• _EXERCISE GOAL_
Check each line of the listing for the string "paths". Copy those where it appears.

____

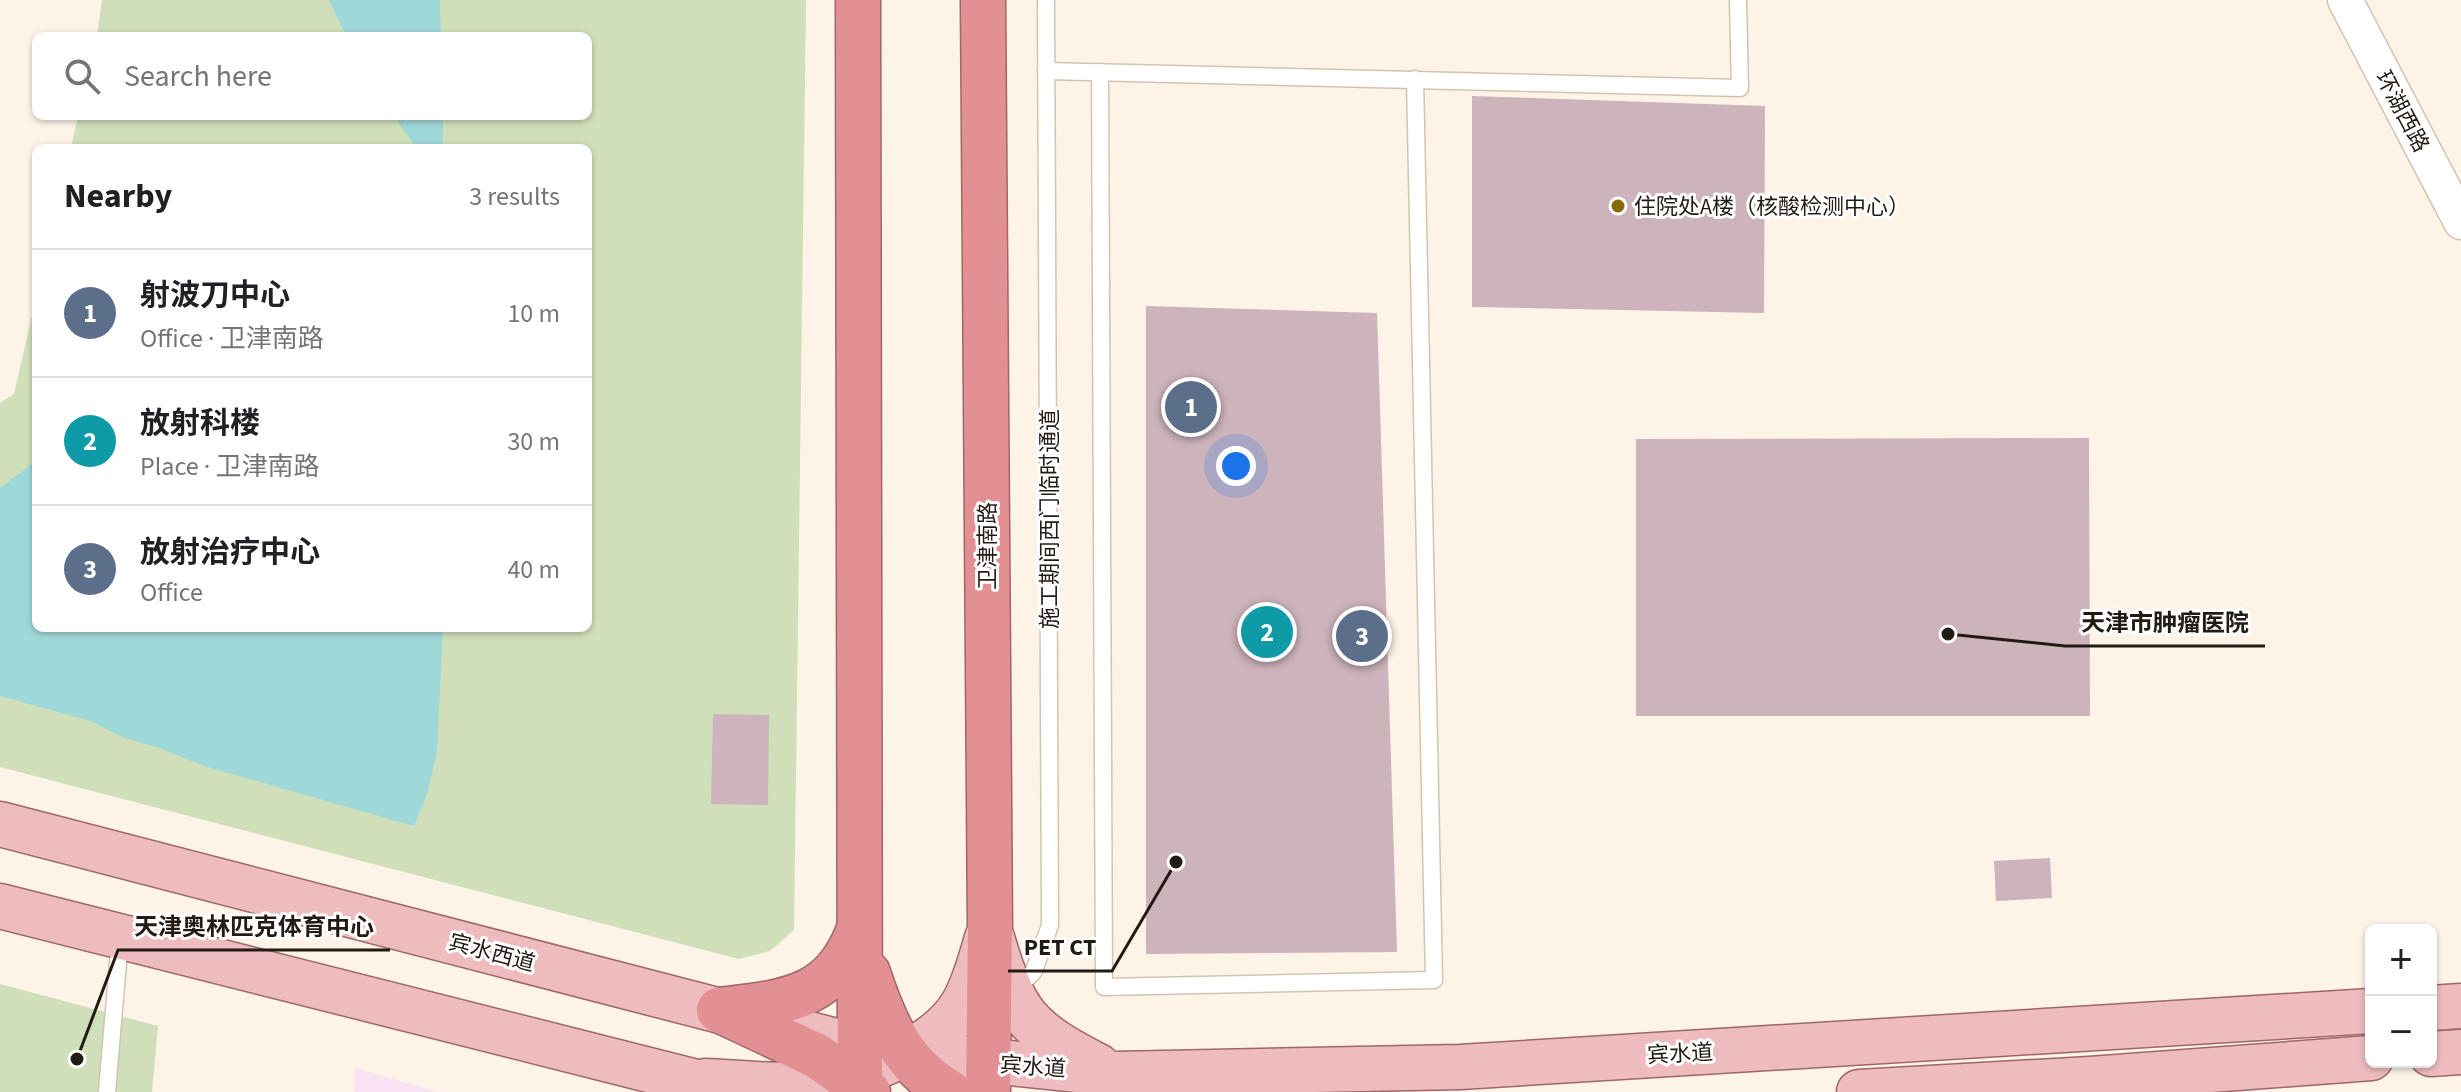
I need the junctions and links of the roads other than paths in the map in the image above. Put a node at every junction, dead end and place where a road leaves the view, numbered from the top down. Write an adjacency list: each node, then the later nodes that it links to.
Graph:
1 (858, 0): 12 (highway)
2 (983, 0): 13 (highway, 卫津南路)
3 (1046, 0): 6 (lane, 施工期间西门临时通道)
4 (1738, 0): 8 (lane)
5 (2345, 0): 9 (street, 环湖西路)
6 (1046, 71): 7 (lane); 15 (lane, 施工期间西门临时通道)
7 (1100, 72): 8 (lane); 8 (lane)
8 (1415, 79)
9 (2461, 222)
10 (0, 824): 18 (main road, 宾水西道)
11 (0, 906): 14 (main road)
12 (859, 927): 18 (highway); 21 (highway); 25 (highway)
13 (990, 929): 15 (highway, 卫津南路); 21 (main road)
14 (120, 937): 27 (main road); 28 (lane)
15 (1000, 1006): 24 (main road); 26 (highway, 卫津南路)
16 (2461, 1006): 17 (main road)
17 (2437, 1008)
18 (719, 1010): 25 (main road, 宾水西道)
19 (2365, 1011): 24 (main road, 宾水道)
20 (2461, 1052): 22 (main road)
21 (904, 1053): 25 (main road, 宾水西道); 26 (main road, 宾水西道); 30 (highway)
22 (2437, 1054)
23 (2365, 1058): 31 (main road)
24 (1115, 1074): 26 (main road, 宾水道)
25 (859, 1077): 27 (main road)
26 (988, 1077)
27 (702, 1086): 29 (main road)
28 (107, 1092)
29 (736, 1092)
30 (949, 1092)
31 (1859, 1092)

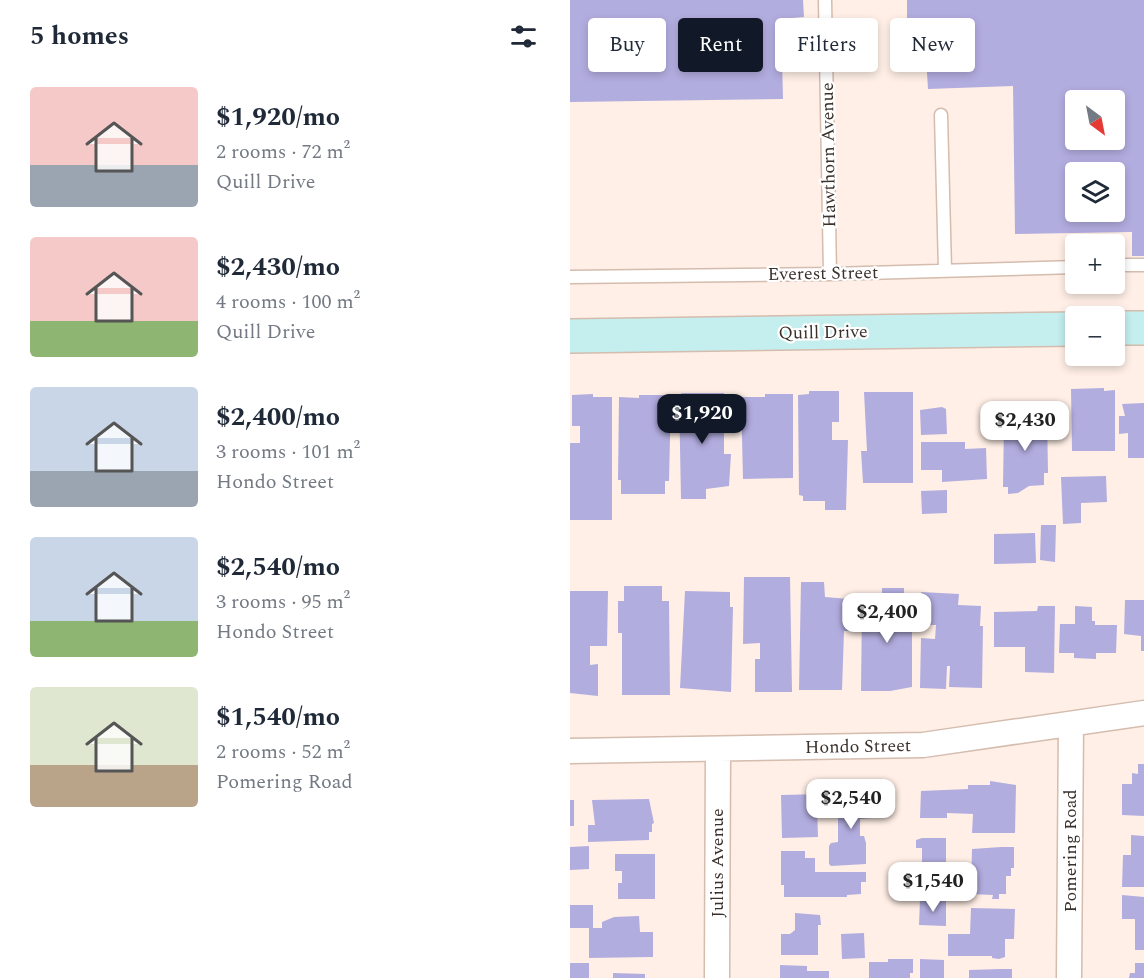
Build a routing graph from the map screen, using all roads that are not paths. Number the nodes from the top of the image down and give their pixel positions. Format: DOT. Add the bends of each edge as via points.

____

• _RESPONSE_
I need the junctions and links of the roads other than paths in the map in the image above. Put a node at every junction, dead end and place where a road leaves the view, numbered from the top down. Write an adjacency list: each node, then the later nodes that it links to.
Build a routing graph from the map screen, using all roads that are not paths. Number the nodes from the top of the image down and give their pixel positions. Format: DOT. Add the bends of each edge as via points.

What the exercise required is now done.